Замечательный народный целитель Анатолий Павлович Бабич внешне ведет себя иначе, чем врач Юрий Яковлевич: ответы на все свои вопросы о состоянии человека он получает не от пациента, а из информационного поля посредством отвеса. Я горжусь тем, что когда-то ввел его в обширную сферу энергоинформационного восприятия мира (о чем он пишет в своей книге «Чудеса исцеления», Харьков, 1993 г.), но, думается, в тонкостях обретения через ноосферу диагностических сведений о состоянии функций и конкретных органов ученик уже превзошел своего учителя! И после длительной диагностики по принципу вопрос небу – ответ, едва ли не вдоль всей шкалы возможных внутренних отклонений от идеальной гармонии, Анатолий Павлович обращается с жаркой искренней молитвой к Создателю, Божьей матери, Святым апостолам о помощи своему пациенту и являет собой некий канал, по которому течет животворная сила, исцеляющая человека. Во многих случаях его работа приносит чудесные результаты, и я обращаю внимание на то, что объединяет целителя Бабича с врачом-натуропатом Каменевым: это пристальное целенаправленное внимание именно к тому человеку, которым они занимаются во всей совокупной сложности именно его индивидуальности. И еще одно сходство: «Я не могу понять тех, кто заявляет, что целителем можно сделать любого, да еще за короткое время; такие заявители готовят «космический мусор», т е. лжецелителей». Не то ли самое, что из группы врачей, выпускников Военно-медицинской академии только два или три человека могут идти в медицину?.. Дар – вот опорная категория для истинного врачевателя.

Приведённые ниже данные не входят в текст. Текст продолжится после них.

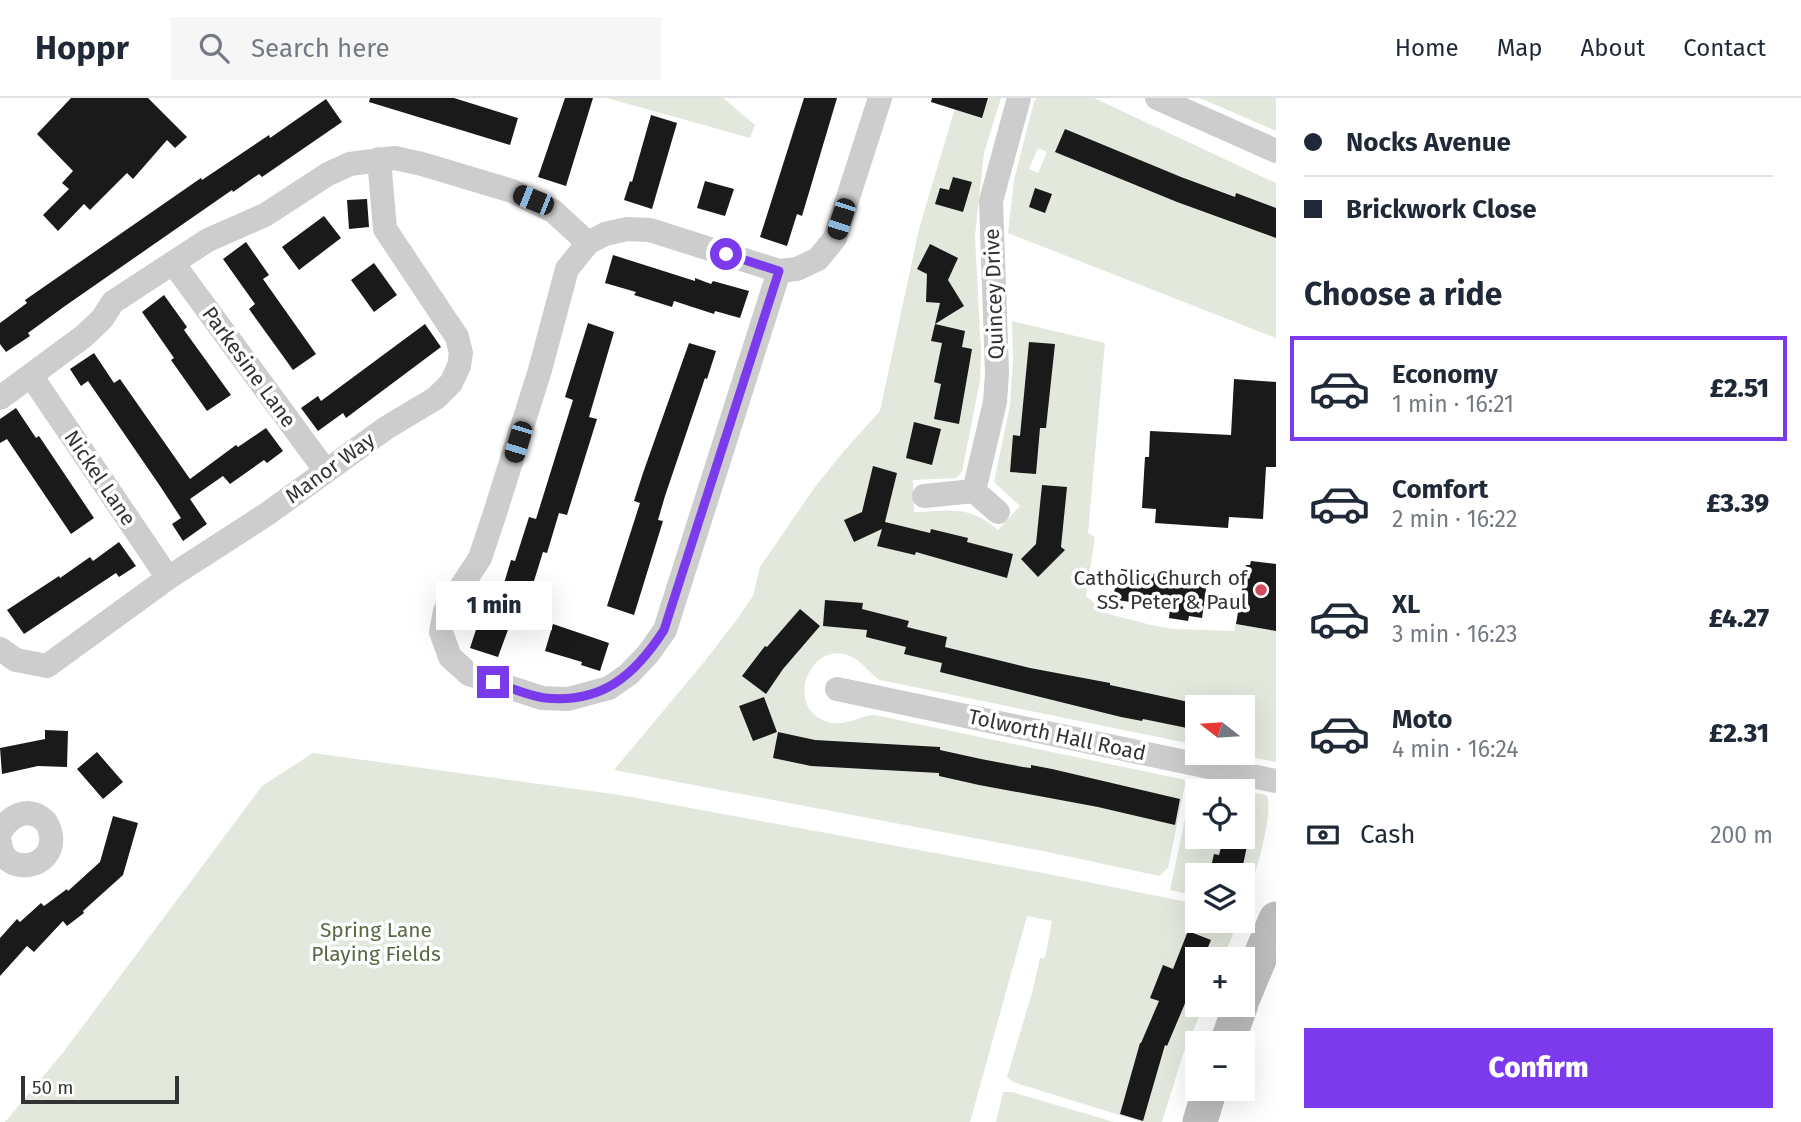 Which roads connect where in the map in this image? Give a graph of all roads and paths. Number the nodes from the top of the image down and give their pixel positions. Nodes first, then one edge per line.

Для меня бесспорно, что к экстрасенсам и разного рода нетрадиционным целителям люди за последнее время направляются не только потому, что изуверились в возможностях «официальной» медицины, хотя в этом заключается немалый резон, но, главное, им надо выговориться перед человеком, доброжелательно к ним расположенным, готовым лично им помочь. А подобное нравственное качество методом естественного отбора оказывается характерным именно для целителей высокой одаренности.
Передо мной лежит заметка проф. Романа Войтенко о программе изучения личности целителей, осуществленной научно-экспертной комиссией Санкт – Петербургского фонда социальной психиатрии и реабилитации по совместной российско-американской программе «Целитель». Полученные материалы еще не опубликованы в научных изданиях. Р. Войтенко пишет, что врачи и психологи начинали работу над программой с определенной степенью предубежденности.
«Однако, чем глубже мы «влезали» в проблему, тем больший интерес вызывала работа над ней. Прежде всего, оказалось, что подавляющее большинство профессиональных целителей обладают выраженным альтруистическим радикалом, то есть имеют мощную психологическую установку на стремление помочь больным, «сотворить добро». В целом, это хорошо интегрированные в личностном плане люди, внутренне психологически достаточно сбалансированные, обладающие хорошим интеллектом, умением ставить и решать жизненные задачи, настойчивые и целеустремленные люди без стяжательских и авантюристических тенденций.